Yeah my thoughts also.. better to let the shares hit a floor and buy up large then chuck 'em in the bottom draw for a few years. AIR will dig itself out but I reckon it'll be a 5 year plan at least

Qantas predict their loss will be in 2 billions mark.
AirNZ should merge with Virgin as both are trying to grow their business territory.

"The airline is estimating the go forward average monthly cash burn to be in the range of $65 million to $85 million . . "
So how certain is that estimate?
The current situation shows the very high risk and how sudden outbreaks of Covid can occur and how quickly we can move to Level 3.
From memory, this current Auckland Level 3 saw something like a 90% reduction in passengers but given the relatively short length of the lock down ANZ is not in a position to lay off staff.
How does one factor in the uncertainty of number, location and extent of further outbreaks on revenue.

If current liquidity at 1100 million includes the 900m Gubmint bailout loan, that means, by applying Advanced Arithmetic, there's only 200m or less in the cashbox. Word from someone who works there is that 8 weeks leave is going the rounds, causing the inevitable booms and busts as that intersects with work pipeline demand and furloughed-employee availability. Not a pretty sight from the inside.

So AirNZ is only sitting on the equivalent of 200 Auckland houses. I'd wager there would be some property tycoons around here who are in better fiscal position than our air carrier. In fact, AirNZ should just invest the 900 million from the govt in NZ real estate until Covid blows over, then resume airline operations. Rental market needs landlords I heard

Could be some innovative designs converting airplanes into residential apartments. Flying homes even - could be a niche luxury market.

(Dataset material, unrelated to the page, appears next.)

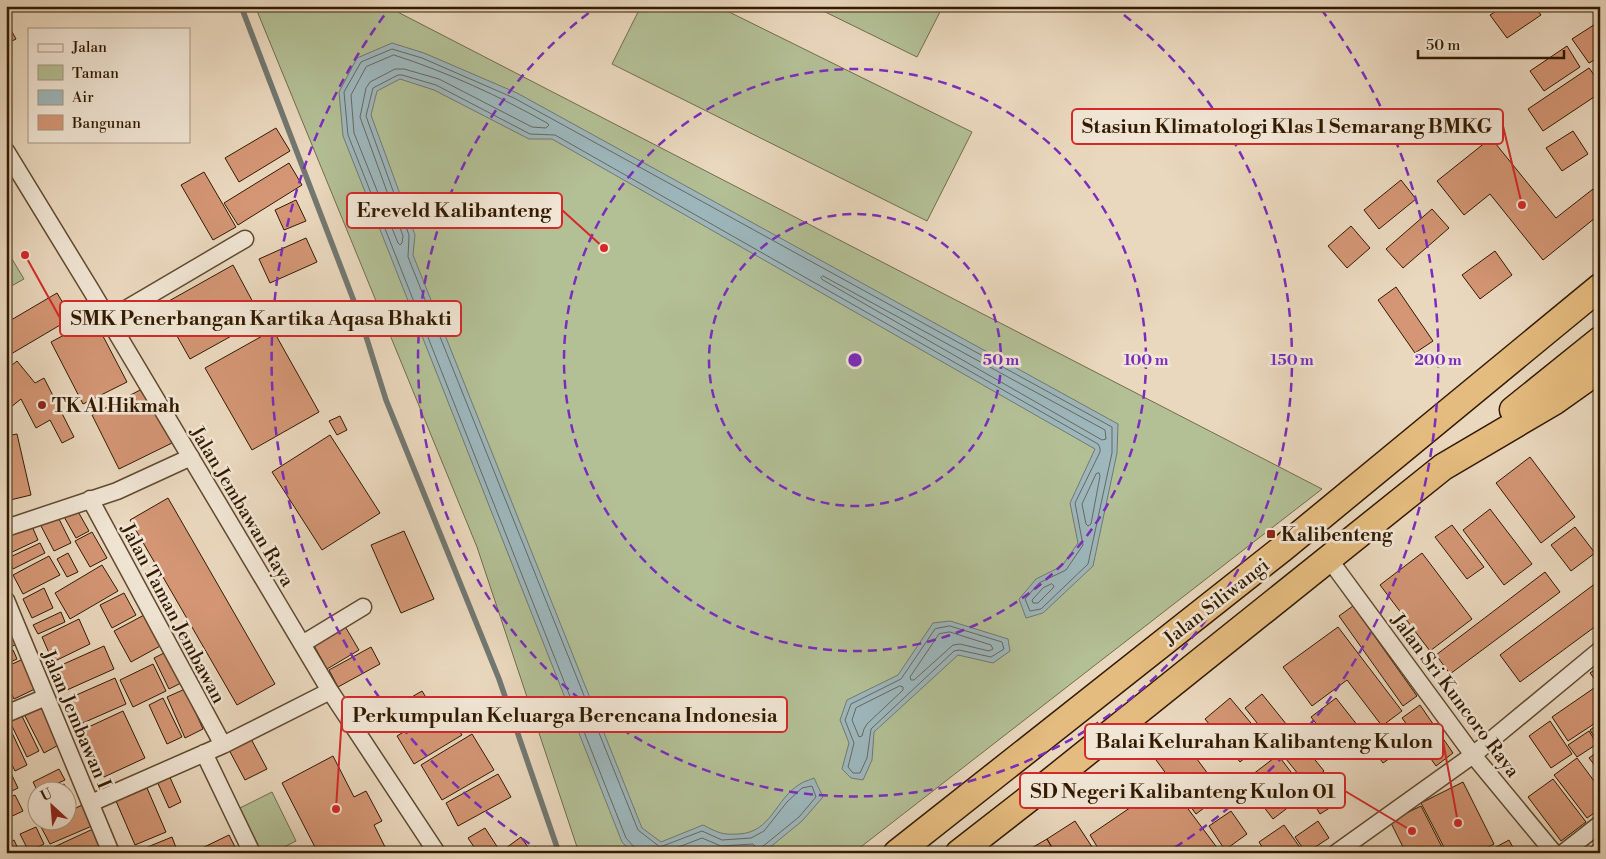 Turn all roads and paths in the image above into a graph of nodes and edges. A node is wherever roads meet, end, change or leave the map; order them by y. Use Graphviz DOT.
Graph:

"there's only 200m or less in the cashbox."
And if there's still 1.12 billion shares outstanding they are worth 18 cents each, not $1.42.
And that's before things get even worse. Basically, they're worthless.
This Government Standby Facility is a farce.
https://www.bloomberg.com/quote/AIR:NZ

Ahh I think you need to revisit your value calcs bw. Current valuation is about 2bil+ less Govt loan (900mill) so about 1.1bill which puts Forsyth and Craigs on the money at roughly $1 +/_ margin of error

Looking at the comment stream, I wonder what the trigger is that would lead the Government to understand the difference between being a currency issuer and a currency user is, and the purpose that tax serves in our economy?

It has government backing, heaps of valuable real estate, the principal entry to Paradise, and a vaccine will come. So it can only go up, may be not fly too high for a while. I think overseas interests and hedge funds will take a stake if there is an equity raising. May be $1.20 per share.